The challenges posed by having digital characters

I was really worried about the coldness of that, so what I did was I tried to bypass the computer wherever I could. For instance, two of the main characters which are the big influences on waking the heart of the James Franco character, are the China Girl and Finley the Monkey, and I did not want to revert to what was the current thinking of creating animations, which is: you get an actor to do a performance, you put the motion dots on them, and you motion capture their performance, and that capture drives the animation.

I didn’t want it interpreted by a cold computer, I’ve seen that, and it doesn’t have the heart that I crave for this project. Instead we film the actors, without motion capture, got the right emotional performances through my editor Bob Murawski, and then we took those clips and we worked one-on-one with our animation director, hand animating each one of those characters, really going for the essence and the heart of what each one of those performances was, versus the technical aspect of what the computer would capture.

That way, I think we preserved a lot of the soul of the China Girl, and a lot of the soul of the Monkey, and I think it shows in the movie. I think it was painstakingly long, but I think that they’re more human animated characters than I have recently seen.

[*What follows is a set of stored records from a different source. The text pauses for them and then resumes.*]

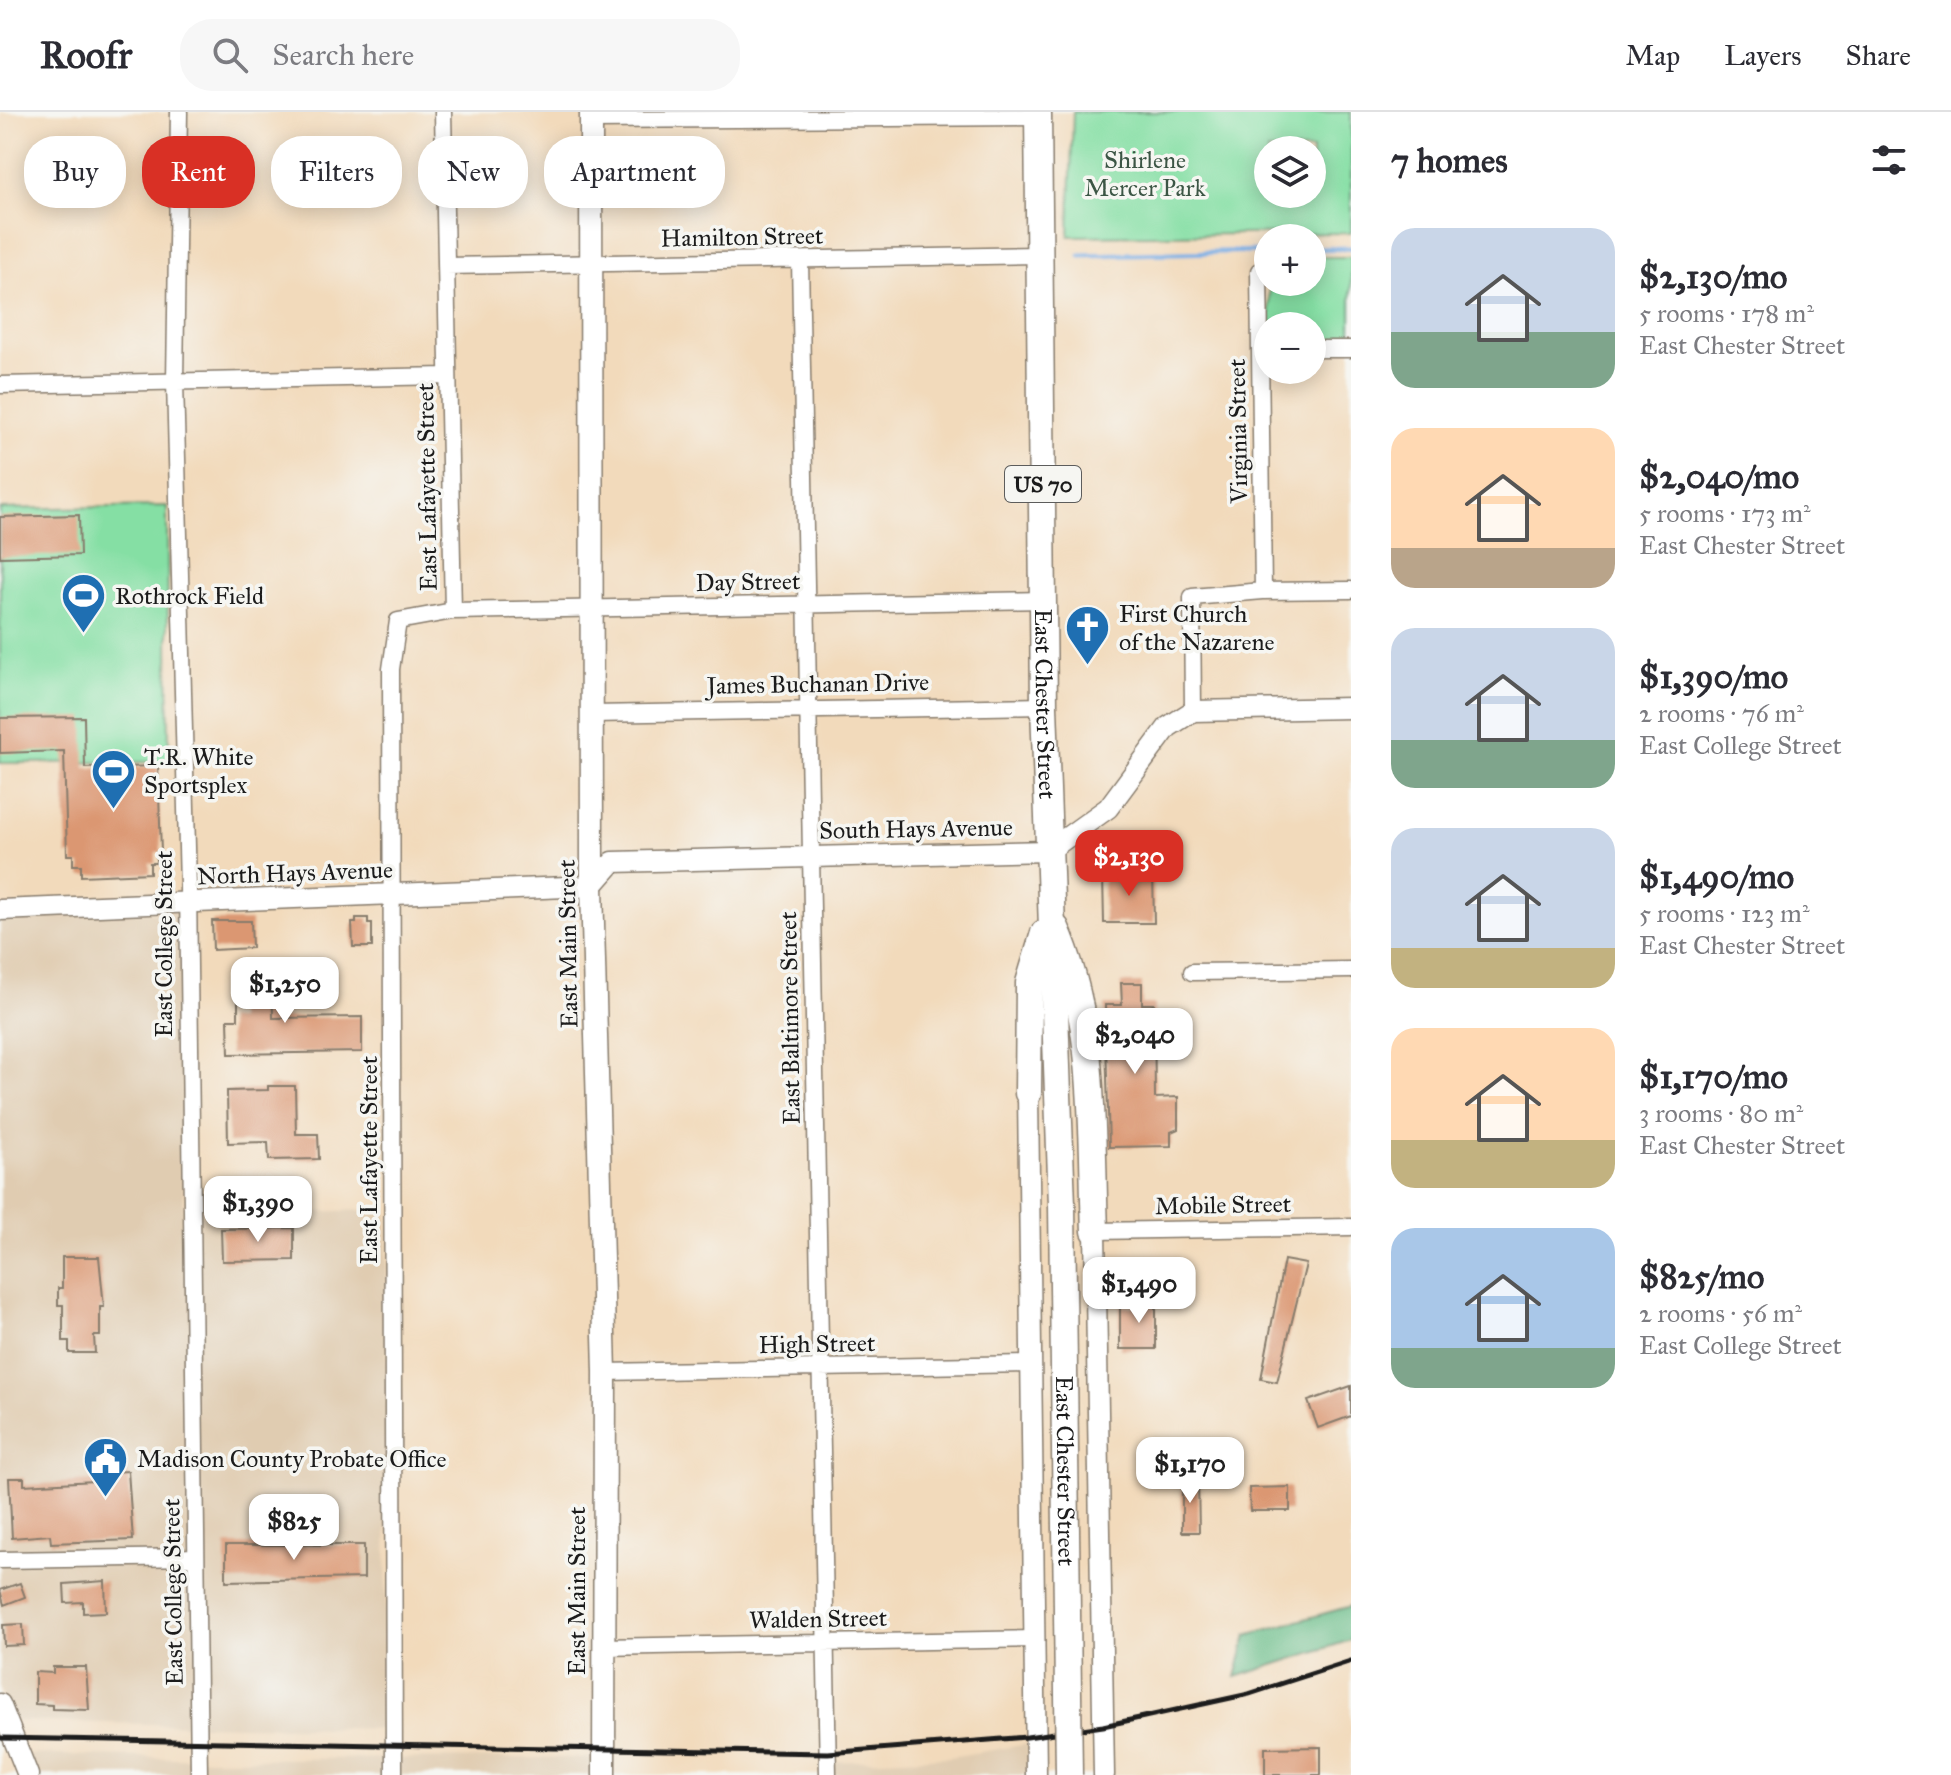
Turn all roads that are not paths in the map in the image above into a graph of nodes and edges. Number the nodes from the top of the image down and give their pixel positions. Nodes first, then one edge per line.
1 (179, 112) edge
2 (443, 112) edge
3 (1036, 114) edge
4 (591, 116) edge
5 (1039, 255) junction
6 (800, 260) junction
7 (589, 263) junction
8 (446, 266) junction
9 (1326, 349) edge
10 (1351, 349) edge
11 (448, 376) junction
12 (175, 381) junction
13 (1264, 384) edge
14 (0, 385) edge
15 (1351, 590) edge
16 (1263, 591) junction
17 (1044, 600) junction
18 (807, 604) junction
19 (594, 608) junction
20 (453, 611) junction
21 (1044, 706) junction
22 (1351, 708) edge
23 (809, 710) junction
24 (1193, 711) junction
25 (593, 714) junction
26 (1048, 851) junction
27 (811, 857) junction
28 (592, 886) junction
29 (393, 895) junction
30 (188, 903) junction
31 (0, 910) edge
32 (1050, 914) junction
33 (1351, 970) edge
34 (1192, 972) dead end
35 (1028, 1093) joint
36 (1351, 1227) edge
37 (1095, 1231) junction
38 (1029, 1364) junction
39 (821, 1368) junction
40 (605, 1372) junction
41 (196, 1557) junction
42 (0, 1560) edge
43 (1034, 1639) junction
44 (826, 1643) junction
45 (602, 1647) junction
46 (0, 1704) edge
47 (28, 1775) edge
48 (199, 1775) edge
49 (394, 1775) edge
50 (604, 1775) edge
51 (828, 1775) edge
52 (1036, 1775) edge
53 (1069, 1775) edge
54 (1104, 1775) edge

1 - 12 street, East College Street
2 - 8 street, East Lafayette Street
3 - 4 street
3 - 5 highway, East Chester Street / US 70
4 - 7 main road, East Main Street
5 - 6 street, Hamilton Street
5 - 17 highway, East Chester Street / US 70
6 - 7 street, Hamilton Street
6 - 18 street, East Baltimore Street
7 - 8 street, Hamilton Street
7 - 19 main road, East Main Street
8 - 11 street, East Lafayette Street
9 - 10 street
11 - 12 street
11 - 20 street, East Lafayette Street
12 - 14 street
12 - 30 street, East College Street
13 - 16 street, Virginia Street
15 - 16 street
16 - 24 street
17 - 18 street, Day Street
17 - 21 highway, East Chester Street / US 70
18 - 19 street, Day Street
18 - 23 street, East Baltimore Street
19 - 20 street, Day Street
19 - 25 main road, East Main Street
20 - 29 street, East Lafayette Street
21 - 23 street, James Buchanan Drive
21 - 26 highway, East Chester Street / US 70
22 - 24 street
23 - 25 street, James Buchanan Drive
23 - 27 street, East Baltimore Street
24 - 26 street, South Hays Avenue
25 - 28 main road, East Main Street
26 - 27 street, South Hays Avenue
26 - 32 highway, East Chester Street / US 70
27 - 28 street, South Hays Avenue
27 - 39 street, East Baltimore Street
28 - 29 street, North Hays Avenue
28 - 40 main road, East Main Street
29 - 30 street, North Hays Avenue
29 - 49 street, East Lafayette Street
30 - 31 street, North Hays Avenue
30 - 41 street, East College Street
32 - 35 highway
32 - 37 highway
32 - 53 highway, East Chester Street / US 70, bridge
33 - 34 street
35 - 38 street
36 - 37 street, Mobile Street
37 - 54 street
38 - 39 street, High Street
38 - 43 street
39 - 40 street, High Street
39 - 44 street, East Baltimore Street
40 - 45 main road, East Main Street
41 - 42 street
41 - 48 street, East College Street
43 - 44 street, Walden Street
43 - 52 street
44 - 45 street, Walden Street
44 - 51 street, East Baltimore Street
45 - 50 main road, East Main Street
46 - 47 street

On working with cast who are equally at home behind the camera

It was cool working with filmmakers, because they contribute quite a bit. They understand the whole picture. Especially in this movie, where there’s so many needs of the actors. They understand all the outrageous things that you do. Like I said to Zach, ‘can you walk it in a stooped way, to see how you really interact with James this time?’ he’d do that, so James gets a sense of it. Then, ‘Zach can you puppet this puppet the way you really would do it,’ he’d do that. ‘now Zach can you go in the booth and do it again’, he’d would  go do that. So he was tireless, and I think part of it was the understanding of the whole process, why these elements were necessary.

Does he feel he’s doing the same job now as he did when he started out?

I feel very similarly toward the audience, in the sense that I felt that I’m an entertainer. When I made the first Evil Dead movie I was really trying to entertain the audience, it wasn’t a work of art, it’s an entertainment. I feel the same about this. Meaning, if the audience doesn’t like it in the theatre at that moment, I’ve got nothing left to stand on. That’s all that it was supposed to do was to thrill them and chill them. I can’t walk away from these screenings if they don’t like it and say, ‘they didn’t understand it, but someone will get it years from now’; it’s only meant to entertain them. So that hasn’t changed.

My loves have changed, from just purely technical with Evil Dead, like building suspense, or ‘what effect does this cut and that cut have on the audience? What about this combination of cuts?’ the technical aspect was all that thrilled me originally. Now that I’ve become older, have become married, have had losses and found love and experienced life, I’m more interested in character stories, human stories. I’m still fascinated by the technical, but now only to support what I find more interesting: the human heart.

On Marc Webb’s Amazing Spider-Man

It was very hard for me to see the new Spider-Man movie, I felt so attached to it, I couldn’t see Spider-Man with another director; it’s like my love, and I didn’t want to walk in on my love with someone else. It was just like that. Then I got over myself last week and said, ‘just see the damn thing’. And I did, and I loved it. I actually felt free. I thought, ‘why am I carrying around this baggage?’ Of course the next Spider-Man story should be told, and [Marc Webb] did a wonderful job telling that. I loved the movie, and I’m looking forward like a fan to the next instalment. I love the comic book, and now I don’t feel bound, and I’m really glad somebody’s remaking it again.